Musk didn’t invent the rocket, nor the electric car. But he did, with his fellow engineers, reinvent them. Most crucially, he made them good enough, cheaply enough. Teslas are the first electric cars to solve “range anxiety”: the company’s battery-pack tech gives its cars 200 to 300 miles between charges. (Electric cars, of course, don’t solve the climate problem by themselves: the electricity you charge them with still has to be generated somehow. Ideally, for a Musk lifestyle addict, it will be generated by your home installation of SolarCity panels. In any case, getting machines that burn fossil fuels off the streets is an important step.) The most crucial innovation SpaceX made in rocket design, meanwhile, was the audacious decision to build nearly everything itself.
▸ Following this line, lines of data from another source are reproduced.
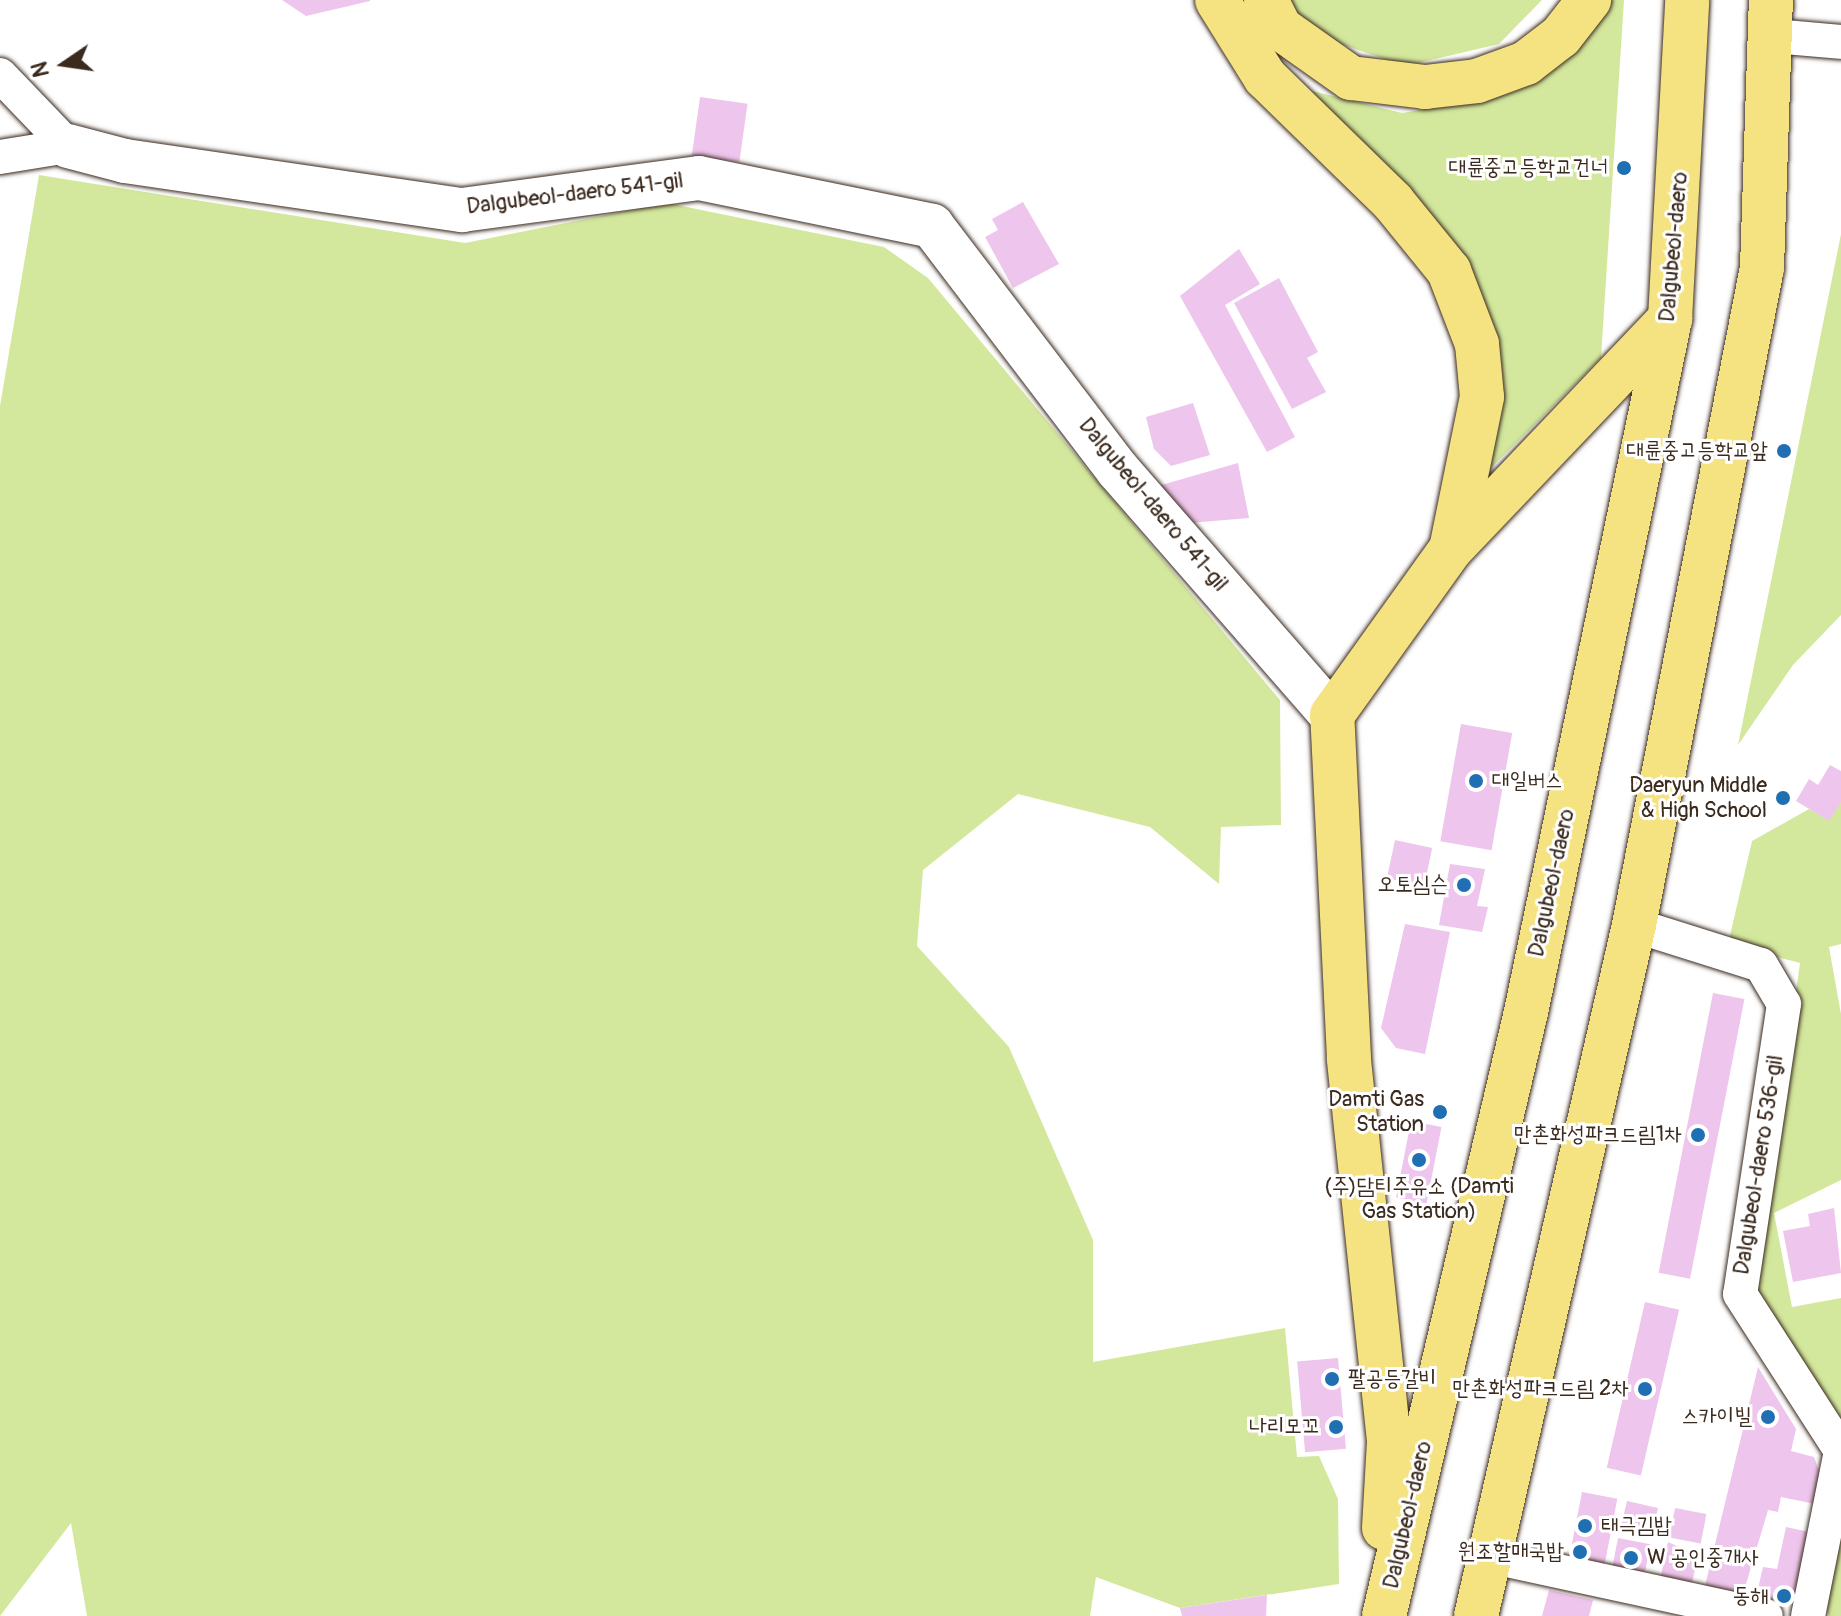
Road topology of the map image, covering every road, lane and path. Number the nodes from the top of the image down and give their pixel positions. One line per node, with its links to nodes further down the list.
1 (1217, 0): 11 (main road)
2 (1266, 0): 3 (main road)
3 (1589, 0)
4 (1687, 0): 10 (main road, Dalgubeol-daero)
5 (1771, 9): 6 (street); 13 (main road)
6 (1841, 42)
7 (0, 75): 8 (street)
8 (68, 146): 9 (street); 12 (street, Dalgubeol-daero 541-gil)
9 (0, 157)
10 (1670, 319): 11 (main road); 15 (main road, Dalgubeol-daero)
11 (1451, 549): 12 (main road)
12 (1332, 715): 15 (main road)
13 (1634, 925): 14 (main road); 18 (street, Dalgubeol-daero 536-gil)
14 (1493, 1557): 16 (main road); 17 (street)
15 (1381, 1616)
16 (1476, 1616)
17 (1766, 1616)
18 (1808, 1616)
Insourcing became the new outsourcing. By designing and constructing almost all the parts from engines to electronics, SpaceX could shave chunks off the prices demanded by external suppliers, while being able to iterate and change things in the designs very quickly when needed.
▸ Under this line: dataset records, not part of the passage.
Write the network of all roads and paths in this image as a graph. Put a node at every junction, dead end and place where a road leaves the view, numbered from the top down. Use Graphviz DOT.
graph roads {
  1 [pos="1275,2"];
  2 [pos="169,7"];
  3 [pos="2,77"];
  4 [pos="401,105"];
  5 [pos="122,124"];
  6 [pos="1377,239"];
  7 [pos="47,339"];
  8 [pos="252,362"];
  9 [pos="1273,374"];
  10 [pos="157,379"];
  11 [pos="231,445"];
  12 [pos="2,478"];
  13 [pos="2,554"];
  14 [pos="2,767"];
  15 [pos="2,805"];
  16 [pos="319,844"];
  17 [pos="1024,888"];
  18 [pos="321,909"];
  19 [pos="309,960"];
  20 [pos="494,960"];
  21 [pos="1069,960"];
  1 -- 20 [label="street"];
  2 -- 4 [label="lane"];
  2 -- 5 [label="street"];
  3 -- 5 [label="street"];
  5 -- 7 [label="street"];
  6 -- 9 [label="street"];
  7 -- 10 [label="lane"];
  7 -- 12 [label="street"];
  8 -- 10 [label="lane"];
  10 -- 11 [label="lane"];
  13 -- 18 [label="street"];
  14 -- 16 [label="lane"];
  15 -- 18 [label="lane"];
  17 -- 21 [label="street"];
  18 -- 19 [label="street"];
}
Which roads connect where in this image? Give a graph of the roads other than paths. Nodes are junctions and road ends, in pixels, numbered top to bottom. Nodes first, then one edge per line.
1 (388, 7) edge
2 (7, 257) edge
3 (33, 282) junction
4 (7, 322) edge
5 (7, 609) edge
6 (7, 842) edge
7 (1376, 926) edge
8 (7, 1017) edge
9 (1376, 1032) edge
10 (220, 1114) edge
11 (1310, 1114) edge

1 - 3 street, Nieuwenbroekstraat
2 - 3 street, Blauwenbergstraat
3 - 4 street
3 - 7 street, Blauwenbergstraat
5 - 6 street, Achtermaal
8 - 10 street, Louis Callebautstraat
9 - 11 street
Today the word “philanthropy”, which means love of mankind, is reserved to describe the actions of rich people who receive tax breaks for donating money to art galleries or carefully chosen charities. The term implies that only those who have acquired lots of wealth and then disgorge it to carefully selected institutions can truly love their fellow humans. Among giants of the tech industry it is more accurately applied, at least, to someone like Gates, whose foundation is attacking problems of the global poor such as malaria. But philanthropy can take more forms still. A medical researcher, or even a novelist, might be philanthropic in her motivations. And so too, by all accounts, is Musk.
Musk’s philanthropy, though, does not consist in giving his billions away, but in trying to make his businesses succeed in order to save humanity from civilisational collapse or planetary extinction. As Gwynne Shotwell, SpaceX’s president and CEO, describes the company’s mission: “If you hate people and think human extinction is okay, then fuck it. Don’t go to space. If you think it is worth humans doing some risk management and finding a second place to go live, then you should be focused on this issue and willing to spend some money.”
Perhaps it will all crash and burn. But Musk certainly can’t be accused of lowering his sights, or shirking what he conceives of as his responsibility. As he says to Vance about another side‑project: “I think this needs to be done, and I don’t see anyone else doing it.” Future generations might be glad he did.